A landmark of Berlin, SO36 has been called Berlin's CBGBs. The Roxy in London is another comparison, as all three played host to an explosion of counter-culture in the 1970s. But, unlike the latter two, which have disappeared, SO36 is still running, putting on gigs, club nights, and, eh, flea markets and serving as a real community resource, supporting the queer and feminist scenes, among others.

This excerpt from Berlin Super 80 gives a flavour of its heyday.


Having just celebrated its 30th anniversary, SO36 now faces closure because of noise complaints. I wondered if this was another example of the creeping gentrification engulfing the scruffier parts of the city.

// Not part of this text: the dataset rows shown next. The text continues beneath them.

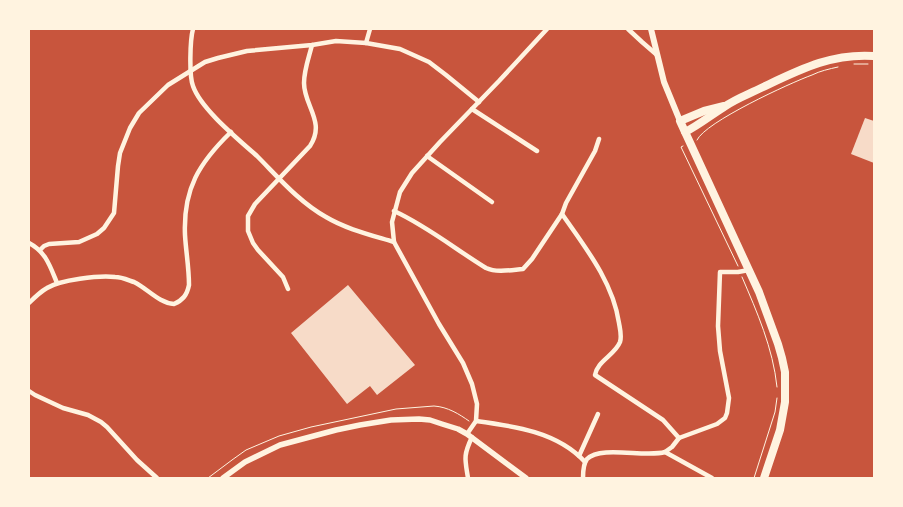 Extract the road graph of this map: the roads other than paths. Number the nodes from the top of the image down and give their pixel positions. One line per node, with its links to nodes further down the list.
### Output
1 (193, 29): 10 (street)
2 (370, 29): 6 (street)
3 (547, 29): 11 (street)
4 (628, 29): 8 (street)
5 (651, 29): 8 (main road)
6 (366, 43): 7 (street); 11 (street)
7 (312, 45): 10 (street); 20 (street)
8 (657, 54): 14 (main road)
9 (874, 56): 12 (main road)
10 (191, 70): 15 (street); 26 (street)
11 (479, 102): 13 (street)
12 (724, 106): 14 (main road); 16 (main road)
13 (472, 109): 18 (street); 19 (street)
14 (680, 121): 16 (main road)
15 (232, 132): 20 (street); 28 (street)
16 (685, 132): 27 (main road)
17 (599, 139): 23 (street)
18 (536, 151)
19 (427, 156): 21 (street); 22 (street)
20 (279, 178): 24 (street); 29 (street)
21 (492, 202)
22 (394, 211): 23 (street); 24 (street)
23 (562, 214): 35 (street)
24 (394, 242): 33 (street)
25 (29, 243): 26 (street)
26 (40, 250): 28 (street)
27 (749, 270): 35 (street); 45 (main road)
28 (57, 283): 30 (street)
29 (288, 289)
30 (29, 303)
31 (29, 391): 39 (street)
32 (598, 414): 37 (street)
33 (476, 421): 34 (street); 37 (street)
34 (470, 436): 40 (street); 41 (street); 42 (street)
35 (679, 438): 36 (street)
36 (665, 452): 38 (street); 44 (street)
37 (579, 456): 38 (street)
38 (585, 462): 43 (street)
39 (157, 478)
40 (223, 478)
41 (468, 478)
42 (526, 478)
43 (583, 478)
44 (712, 478)
45 (764, 478) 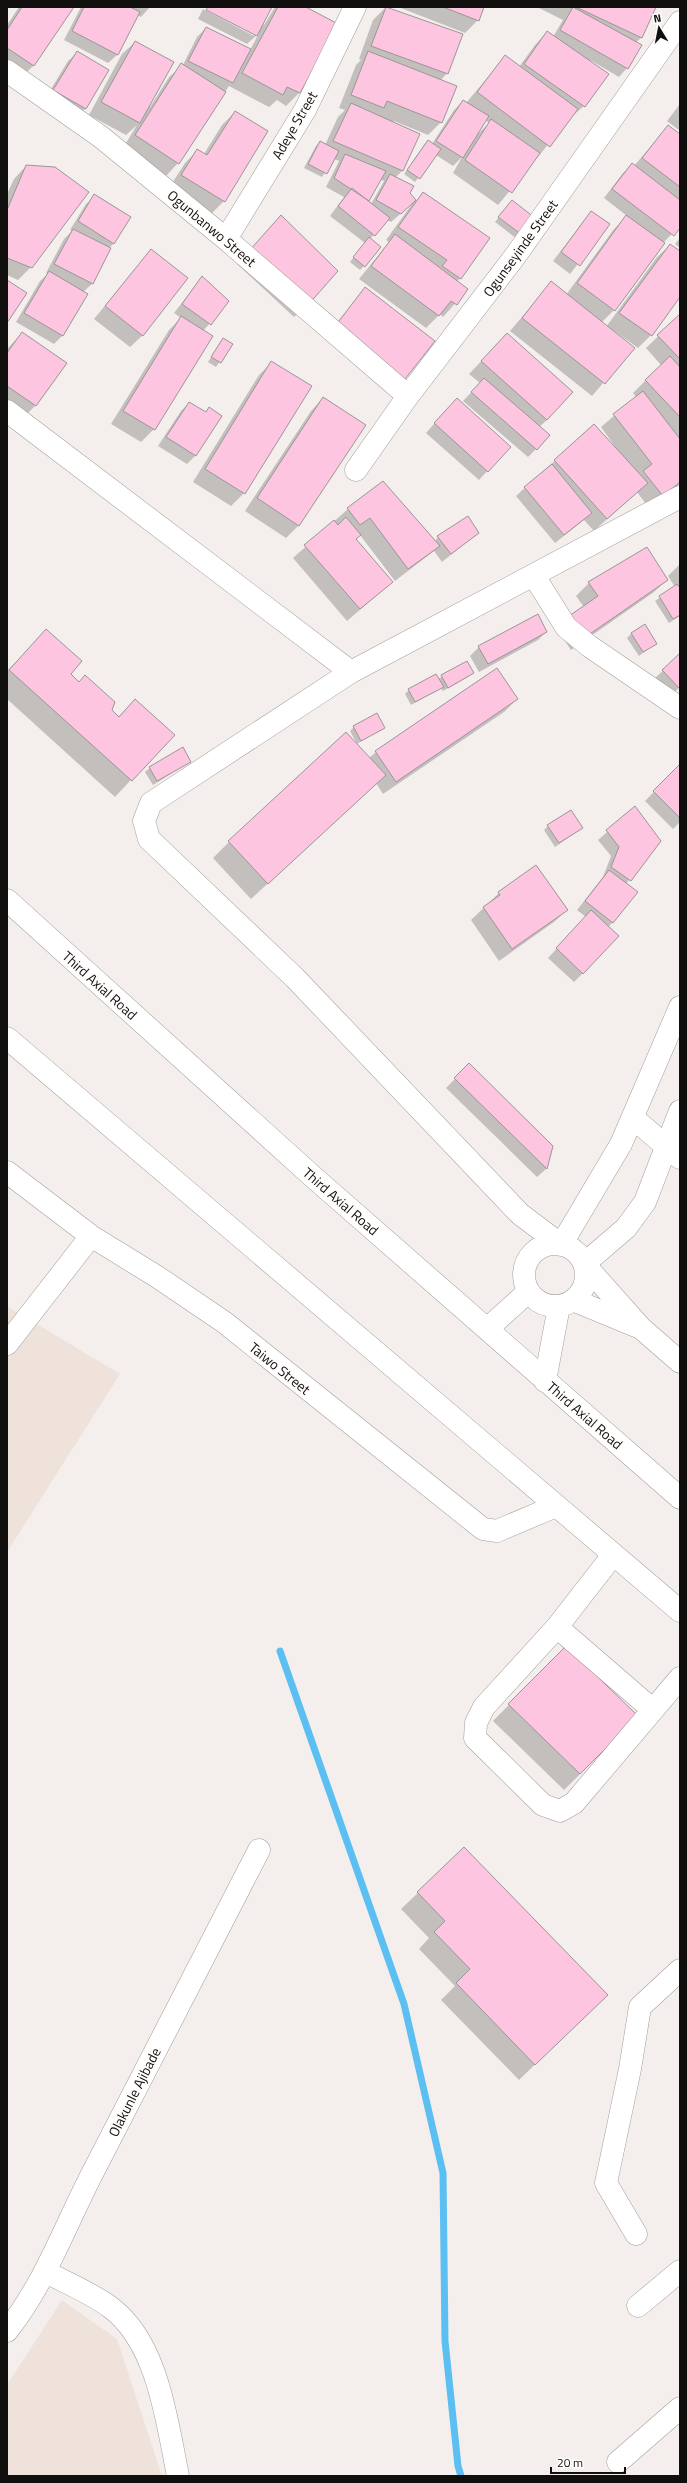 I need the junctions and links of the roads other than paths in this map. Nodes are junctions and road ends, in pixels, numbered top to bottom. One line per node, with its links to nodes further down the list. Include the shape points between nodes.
1 (355, 7): 4 (main road, Adeye Street, via 305,110)
2 (680, 22): 5 (main road, Ogunseyinde Street, via 516,255)
3 (7, 71): 4 (main road, Ogunbanwo Street, via 101,137)
4 (226, 239): 5 (main road, Ogunbanwo Street)
5 (408, 396): 7 (main road, Ogunseyinde Street)
6 (7, 411): 10 (main road)
7 (356, 470)
8 (680, 497): 9 (main road)
9 (534, 576): 10 (main road); 11 (main road, via 566,627 589,646)
10 (350, 672): 19 (main road, via 151,803 144,821 148,839 295,978)
11 (680, 708)
12 (7, 900): 27 (main road, Third Axial Road, via 311,1175)
13 (680, 1007): 16 (main road)
14 (7, 1038): 32 (main road)
15 (680, 1111): 17 (main road)
16 (633, 1118): 17 (main road); 21 (main road, via 621,1144)
17 (673, 1151): 23 (main road, via 645,1202 626,1228)
18 (7, 1172): 20 (main road, Taiwo Street)
19 (520, 1214): 21 (main road); 22 (main road)
20 (92, 1236): 28 (main road); 32 (main road, Taiwo Street, via 224,1322 483,1529 497,1531)
21 (561, 1245): 22 (main road, via 549,1245 538,1249); 23 (main road, via 579,1255)
22 (530, 1256): 24 (main road, via 524,1268)
23 (584, 1264): 25 (main road, via 585,1284 579,1294); 26 (main road)
24 (528, 1292): 25 (main road, via 547,1306); 27 (main road)
25 (566, 1303): 26 (main road); 30 (main road)
26 (641, 1328): 29 (main road)
27 (488, 1329): 30 (main road, Third Axial Road)
28 (7, 1344)
29 (680, 1362)
30 (546, 1381): 31 (main road, Third Axial Road)
31 (680, 1498)
32 (556, 1506): 33 (main road)
33 (613, 1555): 34 (main road); 35 (main road)
34 (680, 1611)
35 (557, 1627): 37 (main road); 37 (main road, via 484,1707 476,1723 476,1738 543,1805 560,1811 574,1803)
36 (680, 1678): 37 (main road)
37 (653, 1710)
38 (259, 1850): 41 (main road, Olakunle Ajibade, via 85,2188)
39 (680, 1970): 40 (main road, via 640,2007 606,2183)
40 (636, 2234)
41 (46, 2272): 44 (main road, Olakunle Ajibade, via 23,2311); 47 (main road, via 111,2307 133,2330 151,2361)
42 (680, 2272): 43 (main road)
43 (638, 2306)
44 (7, 2331)
45 (680, 2408): 46 (main road)
46 (618, 2462)
47 (178, 2476)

In response to my query, Henning, who works there, emailed me to say gentrification is a concern but this seems to be an isolated case of one neighbour complaining.

It would be a terrible shame were the SO36 to succumb. Mona Mur, who is playing on a benefit bill tomorrow, recalls many a big night: "I saw some really crucial concerts there, like DAF in 1981 when Gabi Delgado transformed the place into a madhouse. These are indeed memories... As a young punk/wave musician from "westGermany" West-Berlin was the fulfilment of desire. And the SO36 (named after the old postal code of Kreuzberg SüdOst = South East) was the Temple. It is still a cool place although it has seen its Golden Days, I guess."

Berlin Supports SO36 is on 2 July at the Modulorhaus.